Recorded data:
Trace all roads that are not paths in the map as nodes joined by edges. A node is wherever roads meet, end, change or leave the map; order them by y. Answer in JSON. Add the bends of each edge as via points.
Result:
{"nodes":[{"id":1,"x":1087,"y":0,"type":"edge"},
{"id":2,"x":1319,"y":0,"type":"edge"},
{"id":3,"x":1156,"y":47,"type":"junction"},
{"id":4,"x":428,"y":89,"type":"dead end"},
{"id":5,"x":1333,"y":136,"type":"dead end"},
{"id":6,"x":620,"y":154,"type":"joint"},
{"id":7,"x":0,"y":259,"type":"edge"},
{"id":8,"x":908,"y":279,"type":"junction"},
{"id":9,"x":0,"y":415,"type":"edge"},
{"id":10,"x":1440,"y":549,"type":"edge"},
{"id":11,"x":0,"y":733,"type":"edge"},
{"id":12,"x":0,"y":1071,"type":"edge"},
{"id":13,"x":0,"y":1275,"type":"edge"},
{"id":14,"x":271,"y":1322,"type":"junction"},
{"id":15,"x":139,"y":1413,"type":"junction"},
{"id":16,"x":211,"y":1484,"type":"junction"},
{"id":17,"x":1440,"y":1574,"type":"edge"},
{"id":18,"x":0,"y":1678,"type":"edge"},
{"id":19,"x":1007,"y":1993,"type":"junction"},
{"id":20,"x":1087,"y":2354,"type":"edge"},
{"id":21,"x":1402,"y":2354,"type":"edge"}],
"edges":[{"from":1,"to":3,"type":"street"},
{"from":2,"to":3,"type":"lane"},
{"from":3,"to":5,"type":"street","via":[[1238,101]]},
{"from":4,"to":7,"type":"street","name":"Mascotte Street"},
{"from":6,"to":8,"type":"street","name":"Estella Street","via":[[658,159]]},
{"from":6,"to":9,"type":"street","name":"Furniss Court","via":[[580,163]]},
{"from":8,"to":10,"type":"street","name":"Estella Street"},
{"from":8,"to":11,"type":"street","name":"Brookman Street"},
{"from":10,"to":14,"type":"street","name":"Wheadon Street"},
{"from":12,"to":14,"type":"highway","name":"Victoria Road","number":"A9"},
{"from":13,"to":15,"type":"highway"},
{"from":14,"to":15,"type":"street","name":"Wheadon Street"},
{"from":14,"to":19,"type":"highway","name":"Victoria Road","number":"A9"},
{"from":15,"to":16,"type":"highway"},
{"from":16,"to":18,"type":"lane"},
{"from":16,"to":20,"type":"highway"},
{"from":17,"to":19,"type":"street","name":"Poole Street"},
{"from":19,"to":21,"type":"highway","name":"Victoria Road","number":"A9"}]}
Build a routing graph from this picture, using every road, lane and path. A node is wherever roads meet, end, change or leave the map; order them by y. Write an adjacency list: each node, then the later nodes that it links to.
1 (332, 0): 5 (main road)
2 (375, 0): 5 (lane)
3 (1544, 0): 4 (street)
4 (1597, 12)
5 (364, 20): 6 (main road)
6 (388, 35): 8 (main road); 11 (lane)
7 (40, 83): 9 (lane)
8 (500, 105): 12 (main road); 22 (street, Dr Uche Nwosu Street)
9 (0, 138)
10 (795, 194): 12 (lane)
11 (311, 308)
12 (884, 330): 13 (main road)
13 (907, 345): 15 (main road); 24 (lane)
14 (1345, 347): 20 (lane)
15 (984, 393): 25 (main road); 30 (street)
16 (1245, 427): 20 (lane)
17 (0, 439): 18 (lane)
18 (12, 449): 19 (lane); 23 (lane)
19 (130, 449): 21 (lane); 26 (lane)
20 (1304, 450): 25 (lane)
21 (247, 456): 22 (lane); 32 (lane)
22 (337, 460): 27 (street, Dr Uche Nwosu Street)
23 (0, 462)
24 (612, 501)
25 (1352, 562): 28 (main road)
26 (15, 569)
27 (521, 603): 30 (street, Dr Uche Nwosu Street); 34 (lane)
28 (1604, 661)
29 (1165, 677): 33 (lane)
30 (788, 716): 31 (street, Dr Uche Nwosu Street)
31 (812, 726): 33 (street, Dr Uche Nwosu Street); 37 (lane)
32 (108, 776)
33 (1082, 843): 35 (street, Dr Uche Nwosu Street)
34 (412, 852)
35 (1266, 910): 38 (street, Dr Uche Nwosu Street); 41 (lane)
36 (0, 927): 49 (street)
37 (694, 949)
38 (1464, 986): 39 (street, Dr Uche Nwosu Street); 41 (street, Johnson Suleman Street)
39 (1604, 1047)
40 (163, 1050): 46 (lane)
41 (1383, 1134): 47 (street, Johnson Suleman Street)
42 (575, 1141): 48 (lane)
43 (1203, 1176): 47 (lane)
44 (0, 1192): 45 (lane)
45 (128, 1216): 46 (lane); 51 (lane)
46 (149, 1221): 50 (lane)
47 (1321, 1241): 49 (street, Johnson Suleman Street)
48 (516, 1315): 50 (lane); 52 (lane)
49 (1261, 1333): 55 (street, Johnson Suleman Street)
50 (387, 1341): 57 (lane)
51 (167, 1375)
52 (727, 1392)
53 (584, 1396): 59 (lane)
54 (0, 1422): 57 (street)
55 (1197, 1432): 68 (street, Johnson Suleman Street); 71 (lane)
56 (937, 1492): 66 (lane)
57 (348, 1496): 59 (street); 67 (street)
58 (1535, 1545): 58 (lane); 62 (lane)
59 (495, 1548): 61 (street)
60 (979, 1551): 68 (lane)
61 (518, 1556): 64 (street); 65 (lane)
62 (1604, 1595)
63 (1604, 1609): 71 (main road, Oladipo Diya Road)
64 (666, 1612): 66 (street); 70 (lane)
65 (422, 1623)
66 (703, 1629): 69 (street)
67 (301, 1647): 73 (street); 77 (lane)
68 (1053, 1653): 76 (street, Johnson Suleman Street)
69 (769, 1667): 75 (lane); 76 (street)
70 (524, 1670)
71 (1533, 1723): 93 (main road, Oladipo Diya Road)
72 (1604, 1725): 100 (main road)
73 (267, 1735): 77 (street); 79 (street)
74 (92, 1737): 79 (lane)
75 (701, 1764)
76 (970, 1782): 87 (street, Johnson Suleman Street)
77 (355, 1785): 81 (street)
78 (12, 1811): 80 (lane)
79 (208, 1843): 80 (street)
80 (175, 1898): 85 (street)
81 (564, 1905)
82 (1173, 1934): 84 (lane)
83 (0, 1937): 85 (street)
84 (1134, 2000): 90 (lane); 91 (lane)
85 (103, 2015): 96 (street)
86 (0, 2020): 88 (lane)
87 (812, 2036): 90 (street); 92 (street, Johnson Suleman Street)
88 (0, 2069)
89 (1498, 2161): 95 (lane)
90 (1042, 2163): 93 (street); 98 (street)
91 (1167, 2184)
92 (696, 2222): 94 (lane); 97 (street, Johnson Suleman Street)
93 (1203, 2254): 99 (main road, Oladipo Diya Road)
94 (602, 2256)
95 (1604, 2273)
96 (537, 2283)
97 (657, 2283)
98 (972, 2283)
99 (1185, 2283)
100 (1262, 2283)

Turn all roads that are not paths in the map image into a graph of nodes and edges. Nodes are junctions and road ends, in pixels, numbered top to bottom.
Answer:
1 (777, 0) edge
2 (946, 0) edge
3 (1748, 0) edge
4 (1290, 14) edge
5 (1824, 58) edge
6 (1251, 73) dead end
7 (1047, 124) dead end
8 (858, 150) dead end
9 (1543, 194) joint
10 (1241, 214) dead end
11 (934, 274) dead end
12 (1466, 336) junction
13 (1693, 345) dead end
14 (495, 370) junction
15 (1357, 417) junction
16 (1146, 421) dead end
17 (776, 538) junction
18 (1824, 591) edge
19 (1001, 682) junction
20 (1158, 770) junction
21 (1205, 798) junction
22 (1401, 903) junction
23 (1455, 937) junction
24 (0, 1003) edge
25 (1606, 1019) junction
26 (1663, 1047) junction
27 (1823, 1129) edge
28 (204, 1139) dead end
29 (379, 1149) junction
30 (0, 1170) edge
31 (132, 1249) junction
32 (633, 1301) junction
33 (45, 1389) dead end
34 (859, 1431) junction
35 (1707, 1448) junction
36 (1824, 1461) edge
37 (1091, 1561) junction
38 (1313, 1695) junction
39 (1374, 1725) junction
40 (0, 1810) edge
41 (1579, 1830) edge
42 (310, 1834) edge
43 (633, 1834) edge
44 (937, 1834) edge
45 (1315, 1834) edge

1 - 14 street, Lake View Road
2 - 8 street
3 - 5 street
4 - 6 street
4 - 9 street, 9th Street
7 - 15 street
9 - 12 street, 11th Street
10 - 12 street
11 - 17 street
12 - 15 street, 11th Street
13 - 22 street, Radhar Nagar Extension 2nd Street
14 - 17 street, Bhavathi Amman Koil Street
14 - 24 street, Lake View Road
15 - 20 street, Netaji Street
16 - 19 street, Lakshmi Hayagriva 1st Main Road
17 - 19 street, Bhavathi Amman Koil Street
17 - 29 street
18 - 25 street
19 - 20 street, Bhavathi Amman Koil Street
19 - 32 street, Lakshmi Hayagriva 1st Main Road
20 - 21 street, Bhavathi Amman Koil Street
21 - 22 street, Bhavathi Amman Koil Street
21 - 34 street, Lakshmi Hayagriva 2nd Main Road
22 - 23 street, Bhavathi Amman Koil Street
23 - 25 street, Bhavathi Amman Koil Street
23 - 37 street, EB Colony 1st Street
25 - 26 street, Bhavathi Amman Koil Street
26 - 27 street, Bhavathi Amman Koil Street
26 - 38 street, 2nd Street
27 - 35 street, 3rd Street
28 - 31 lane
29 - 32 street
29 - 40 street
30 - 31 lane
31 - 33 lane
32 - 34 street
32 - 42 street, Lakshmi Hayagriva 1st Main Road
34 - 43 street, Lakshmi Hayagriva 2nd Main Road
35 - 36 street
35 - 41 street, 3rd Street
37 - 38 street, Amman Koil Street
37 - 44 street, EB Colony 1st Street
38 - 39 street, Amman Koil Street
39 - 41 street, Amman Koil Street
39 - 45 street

Task details:
For this exercise, gather every line of the data that contains the word "View".

Reply to the exercise:
1 - 14 street, Lake View Road
14 - 24 street, Lake View Road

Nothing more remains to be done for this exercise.